Every child is different, so your toddler may do some things ahead of or behind schedule. Talk to your doctor if you have any concerns.

Is a 4-Year-Old a Toddler?

Once your child turns three, he is considered a preschooler, so a 4-year-old is no longer considered to be a toddler. However, that doesn’t mean the toddler tantrums will disappear immediately.

Is a 3-Year-Old a Toddler?

Once your child turns three, he will be considered a preschooler. This is the age when kids are usually eligible to start preschool, and it offers them a bit more structure than daycare.

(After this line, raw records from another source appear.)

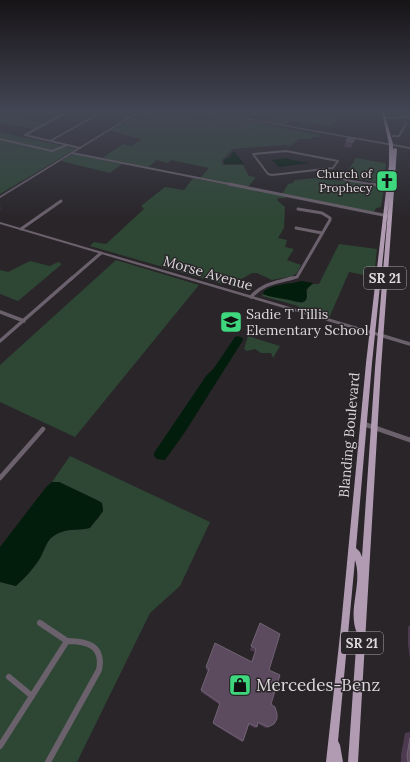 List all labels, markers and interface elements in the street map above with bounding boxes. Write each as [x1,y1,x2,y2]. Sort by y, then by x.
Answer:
place label: Church of Prophecy [316,166,373,195]
church icon: Church of Prophecy [374,168,400,194]
street label: Morse Avenue [161,252,255,294]
road number: SR 21 [364,267,406,289]
place label: Sadie T Tillis Elementary School [246,305,369,339]
school or university icon: Sadie T Tillis Elementary School [218,309,244,335]
street label: Blanding Boulevard [335,372,363,498]
road number: SR 21 [341,632,383,654]
shop icon: Mercedes-Benz [227,672,253,698]
place label: Mercedes-Benz [256,674,380,696] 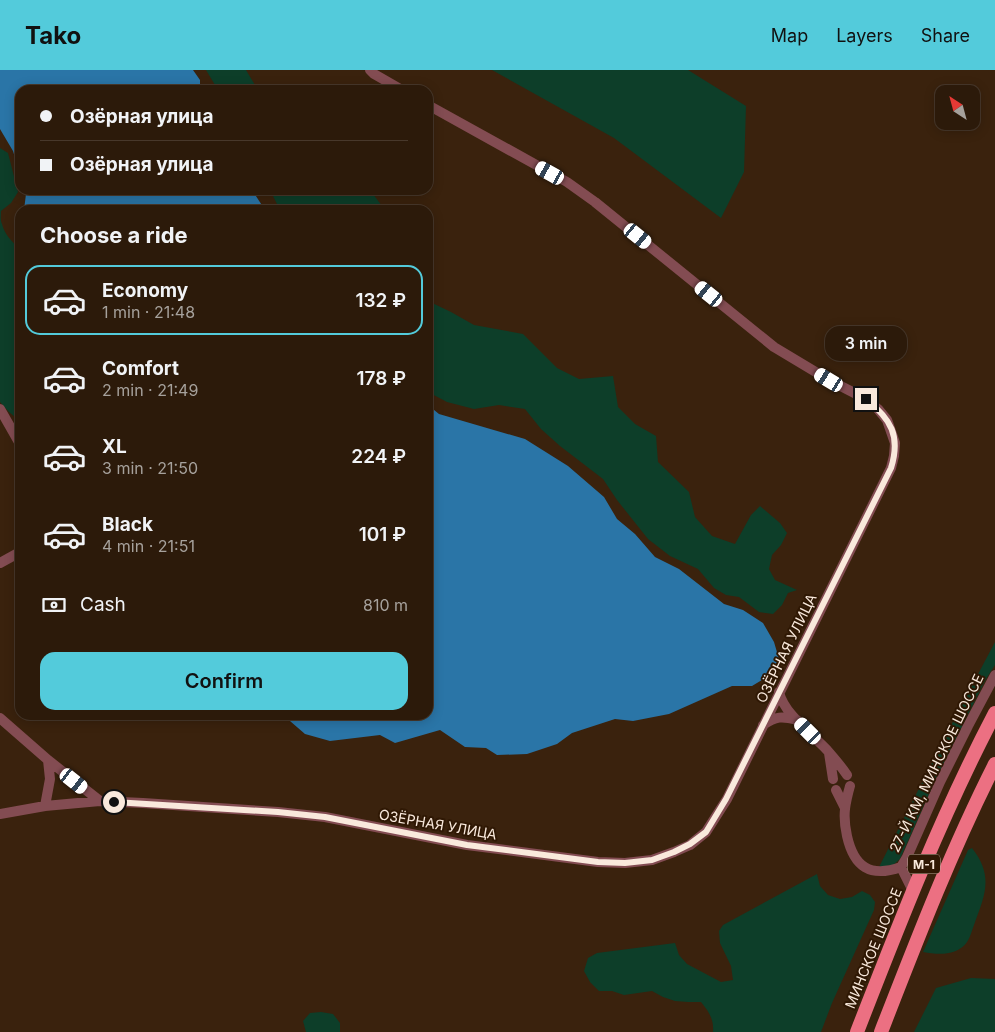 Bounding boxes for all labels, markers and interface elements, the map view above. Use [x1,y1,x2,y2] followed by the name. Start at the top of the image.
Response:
[25,21,81,50] text: Tako
[771,25,808,46] text: Map
[836,25,893,46] text: Layers
[921,25,970,46] text: Share
[935,85,980,130] north arrow
[935,85,980,130] map controls
[70,105,214,128] text: Озёрная улица
[70,153,214,176] text: Озёрная улица
[533,159,566,187] car
[621,221,654,251] car
[40,222,188,248] text: Choose a ride
[42,278,87,323] icon: car
[102,279,188,302] text: Economy
[692,279,725,309] car
[355,289,406,312] text: 132 ₽
[102,302,195,322] text: 1 min · 21:48
[825,326,907,362] callout: 3 min
[845,333,887,353] text: 3 min
[42,356,87,401] icon: car
[102,357,179,380] text: Comfort
[812,366,845,394] car
[357,367,406,390] text: 178 ₽
[102,380,198,400] text: 2 min · 21:49
[855,388,877,410] route end
[42,434,87,479] icon: car
[102,435,127,458] text: XL
[351,445,406,468] text: 224 ₽
[102,458,198,478] text: 3 min · 21:50
[42,512,87,557] icon: car
[102,513,153,536] text: Black
[359,523,406,546] text: 101 ₽
[102,536,195,556] text: 4 min · 21:51
[752,590,820,705] street label: ОЗЁРНАЯ УЛИЦА
[40,591,68,619] icon: cash
[80,593,126,616] text: Cash
[363,595,408,615] text: 810 m
[40,652,408,710] button: Confirm
[884,671,987,855] street label: 27-Й КМ, МИНСКОЕ ШОССЕ
[792,715,823,747] car
[57,766,90,796] car
[103,791,125,813] route start
[378,805,499,843] street label: ОЗЁРНАЯ УЛИЦА
[908,854,940,874] road number: М-1
[841,885,905,1011] street label: МИНСКОЕ ШОССЕ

They start learning more skills they can take with them to elementary school.

What Comes After Toddler?

After you enjoy (and survive) the toddler years, the preschool phase awaits! Kids are considered preschoolers from the ages of 3-5, and they absorb information like sponges during these years.

Take advantage, and make sure to read to your child and help him learn basics he can use for life.

Signs Your Toddler Is Growing Up

Between the ages of one and three, your toddler will go from still seeming baby-like to becoming a tiny person with big opinions.

You will notice your child will become more independent and ready to do things on his own. Potty training, eating more, and talking often are signs that your toddler is growing up.

A toddler boy in a jeans and a sweater enjoying autumn leaves falling to the ground.

3-Year-Old Developmental Milestones

When your child exits toddlerhood and becomes a preschooler, you will notice some changes in every aspect of their lives.

Physical Milestones

Forget toddling! By the age of three, your child is climbing, running, and maybe even riding a tricycle. As a preschooler, your 3-year-old will be constantly on the move exploring everything they see.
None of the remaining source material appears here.